The Impact of Violent Conflicts on Households: What Do We Know and What Should We Know About War Widows?


Brück, Tilman, and Kati Schindler. 2009. “The Impact of Violent Conflicts on Households: What Do We Know and What Should We Know About War Widows?” Oxford Development Studies 37 (3): 289–309.

Authors: Tilman Brück, Kati Schindler


This paper analyses how mass violent conflict and the legacy of conflict affect households in developing countries. It does so by pointing out how violent conflict impairs a household’s core functions, its boundaries, its choice of coping strategies and its well-being.

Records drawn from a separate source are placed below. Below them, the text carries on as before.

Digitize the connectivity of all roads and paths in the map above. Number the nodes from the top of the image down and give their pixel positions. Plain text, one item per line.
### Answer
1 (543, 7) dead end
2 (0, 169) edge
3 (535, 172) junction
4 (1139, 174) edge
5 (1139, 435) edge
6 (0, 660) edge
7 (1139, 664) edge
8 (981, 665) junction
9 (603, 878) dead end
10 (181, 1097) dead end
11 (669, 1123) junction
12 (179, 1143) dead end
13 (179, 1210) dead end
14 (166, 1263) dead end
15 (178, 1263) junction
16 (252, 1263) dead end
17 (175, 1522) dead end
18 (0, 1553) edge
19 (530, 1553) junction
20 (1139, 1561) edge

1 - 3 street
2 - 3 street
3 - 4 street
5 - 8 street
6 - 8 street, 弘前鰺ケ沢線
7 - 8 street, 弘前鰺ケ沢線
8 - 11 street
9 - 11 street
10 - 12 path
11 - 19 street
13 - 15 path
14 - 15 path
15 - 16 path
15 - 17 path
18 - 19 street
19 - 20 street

The paper contributes to the literature on the economics of conflict, reconstruction and vulnerability in three ways. First, it addresses explicitly the level of analysis in the context of conflict by contrasting strengths and weaknesses of a unitary approach to the household and extending it to intra-household and group issues. Second, it identifies important research gaps in this field. Third, it highlights the economic situation of war widows in conflict-affected countries and discusses a case study of widows of the Rwandan genocide.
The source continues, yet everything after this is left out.